[conspire] (forw) Re: [ILUG] Android gone Free
Rick Moen
rick at linuxmafia.com
Tue Oct 28 13:09:17 PDT 2008
Interesting note about the G1: As expected, those evil fsckers at
T-Mobile have made it be a functionally DRMed, jailed appliance.
And so have Nokia with their Symbian smartphones.
TiVoisation of open-source operating systems, anyone? RMS is shown
right yet again.
----- Forwarded message from "John P. Looney" <valen at tuatha.org> -----
Date: Tue, 28 Oct 2008 19:47:22 +0000
From: "John P. Looney" <valen at tuatha.org>
To: David Dolphin <David.Dolphin at skynet.ie>
Cc: Irish Linux Users Group <ilug at linux.ie>
Reply-To: john.looney at gmail.com
Subject: Re: [ILUG] Android gone Free
On Tue, Oct 28, 2008 at 7:35 PM, David Dolphin <David.Dolphin at skynet.ie>wrote:
> A Forwarded response from a Symbian employee:
>
> On Fri, Oct 24, 2008 at 08:44, John P. Looney <valen at tuatha.org> wrote:
> > Anyone know if their $1500 licence for Symbian gives you radio drivers
> > that you can port to other platforms ?

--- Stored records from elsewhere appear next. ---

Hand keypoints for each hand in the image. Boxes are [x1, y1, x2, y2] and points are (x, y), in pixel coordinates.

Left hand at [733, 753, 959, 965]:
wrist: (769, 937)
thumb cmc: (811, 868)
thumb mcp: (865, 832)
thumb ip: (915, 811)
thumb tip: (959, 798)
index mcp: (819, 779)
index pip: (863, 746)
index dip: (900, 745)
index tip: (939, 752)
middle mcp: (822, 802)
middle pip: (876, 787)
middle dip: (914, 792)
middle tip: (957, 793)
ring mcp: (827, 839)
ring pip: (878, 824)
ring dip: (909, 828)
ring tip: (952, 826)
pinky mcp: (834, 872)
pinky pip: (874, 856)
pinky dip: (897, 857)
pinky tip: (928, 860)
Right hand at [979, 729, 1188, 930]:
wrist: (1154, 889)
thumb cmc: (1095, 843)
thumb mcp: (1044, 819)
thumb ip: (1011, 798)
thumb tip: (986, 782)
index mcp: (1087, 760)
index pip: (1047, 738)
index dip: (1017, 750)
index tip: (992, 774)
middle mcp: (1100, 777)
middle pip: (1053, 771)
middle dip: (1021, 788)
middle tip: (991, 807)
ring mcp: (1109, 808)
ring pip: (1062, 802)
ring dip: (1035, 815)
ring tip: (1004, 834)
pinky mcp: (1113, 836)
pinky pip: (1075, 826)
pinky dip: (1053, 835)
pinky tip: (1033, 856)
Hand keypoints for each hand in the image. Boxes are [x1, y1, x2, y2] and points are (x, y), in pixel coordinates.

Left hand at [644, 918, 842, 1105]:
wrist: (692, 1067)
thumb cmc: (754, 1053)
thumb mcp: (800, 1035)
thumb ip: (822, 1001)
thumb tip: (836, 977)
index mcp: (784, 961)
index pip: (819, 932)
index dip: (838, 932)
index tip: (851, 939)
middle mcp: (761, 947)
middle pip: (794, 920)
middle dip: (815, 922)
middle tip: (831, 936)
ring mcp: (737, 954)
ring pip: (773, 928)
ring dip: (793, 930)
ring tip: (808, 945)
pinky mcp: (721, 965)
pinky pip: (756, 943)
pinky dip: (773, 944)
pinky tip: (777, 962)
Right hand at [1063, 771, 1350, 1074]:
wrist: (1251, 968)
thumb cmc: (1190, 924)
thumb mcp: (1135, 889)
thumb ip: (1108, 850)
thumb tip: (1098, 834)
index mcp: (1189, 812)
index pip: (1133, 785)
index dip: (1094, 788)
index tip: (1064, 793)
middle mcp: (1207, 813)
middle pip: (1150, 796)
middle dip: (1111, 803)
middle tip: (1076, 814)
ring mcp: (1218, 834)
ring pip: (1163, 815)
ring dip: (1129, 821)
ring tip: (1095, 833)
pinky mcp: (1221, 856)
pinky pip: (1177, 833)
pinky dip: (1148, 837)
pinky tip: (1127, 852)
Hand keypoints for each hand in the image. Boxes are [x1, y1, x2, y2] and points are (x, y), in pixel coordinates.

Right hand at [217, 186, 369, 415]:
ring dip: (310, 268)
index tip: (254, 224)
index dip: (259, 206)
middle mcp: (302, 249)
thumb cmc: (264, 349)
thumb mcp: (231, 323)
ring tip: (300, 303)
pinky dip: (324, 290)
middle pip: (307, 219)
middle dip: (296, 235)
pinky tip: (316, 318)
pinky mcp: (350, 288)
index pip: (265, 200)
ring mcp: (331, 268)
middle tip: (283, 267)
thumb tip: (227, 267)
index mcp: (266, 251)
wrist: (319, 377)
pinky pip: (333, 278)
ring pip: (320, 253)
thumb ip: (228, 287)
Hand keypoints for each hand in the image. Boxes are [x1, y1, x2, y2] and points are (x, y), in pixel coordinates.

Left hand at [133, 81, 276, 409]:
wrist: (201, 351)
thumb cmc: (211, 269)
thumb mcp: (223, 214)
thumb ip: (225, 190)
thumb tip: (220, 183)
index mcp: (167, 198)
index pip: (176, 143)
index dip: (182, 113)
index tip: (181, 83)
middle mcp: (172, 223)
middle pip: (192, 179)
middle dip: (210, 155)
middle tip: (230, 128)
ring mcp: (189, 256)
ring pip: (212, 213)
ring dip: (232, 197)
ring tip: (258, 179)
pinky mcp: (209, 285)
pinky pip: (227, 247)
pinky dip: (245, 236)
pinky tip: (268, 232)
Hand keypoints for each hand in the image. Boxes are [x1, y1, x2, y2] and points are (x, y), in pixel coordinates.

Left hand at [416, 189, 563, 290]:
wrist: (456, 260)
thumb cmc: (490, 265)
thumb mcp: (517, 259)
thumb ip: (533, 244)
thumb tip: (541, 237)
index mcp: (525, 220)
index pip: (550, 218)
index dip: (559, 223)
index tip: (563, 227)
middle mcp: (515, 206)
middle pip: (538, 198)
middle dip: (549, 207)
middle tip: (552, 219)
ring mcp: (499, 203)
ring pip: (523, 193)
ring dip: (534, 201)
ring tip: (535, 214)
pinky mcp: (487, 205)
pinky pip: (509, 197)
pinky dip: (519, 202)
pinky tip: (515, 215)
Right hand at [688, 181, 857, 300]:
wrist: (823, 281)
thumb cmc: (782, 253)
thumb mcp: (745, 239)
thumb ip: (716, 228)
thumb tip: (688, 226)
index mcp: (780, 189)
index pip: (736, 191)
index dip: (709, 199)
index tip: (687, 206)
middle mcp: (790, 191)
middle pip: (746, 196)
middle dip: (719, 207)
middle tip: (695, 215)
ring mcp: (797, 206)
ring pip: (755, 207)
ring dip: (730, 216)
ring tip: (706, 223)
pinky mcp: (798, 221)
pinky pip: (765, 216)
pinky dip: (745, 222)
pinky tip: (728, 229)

> Whose? nokia's? I seriously doubt it. Even those of us with full nokia
> access can't get at that source. However, they'll be opening up source
> next year I think, so that stuff will probably be made
> available. There is another problem anyhow, which is quite
> bigger. Released nokia hardware will only take signed roms. You dont
> have the key. We dont have the key. only nokia have the key and it's
> probably locked in a tiny dark little room in Oulu.
>
Oh. Nasty, but understandable. T-Mobile have done similar with their G1;
you can't flash the firmware at all, it's a fixed-firmware, with
over-the-air updates (like the iPhone). I expect that someone will be
selling android-ready phones in the near future which can have a firmware
flashed onto it.
> You'd probably have better look with Uiq based phones, but really
> putting it on propietry hardware is going to be an uphill battle for
> anyone. Getting an OS running on a phone is hard. Companies are very
> secretive about how they do it, and they dont want people have such
> low level access to the radio etc. It's like in the old days when
> computers had modems in them, if malware got on it could cost a
> fortune. Imagine that, but with mobile tariffs.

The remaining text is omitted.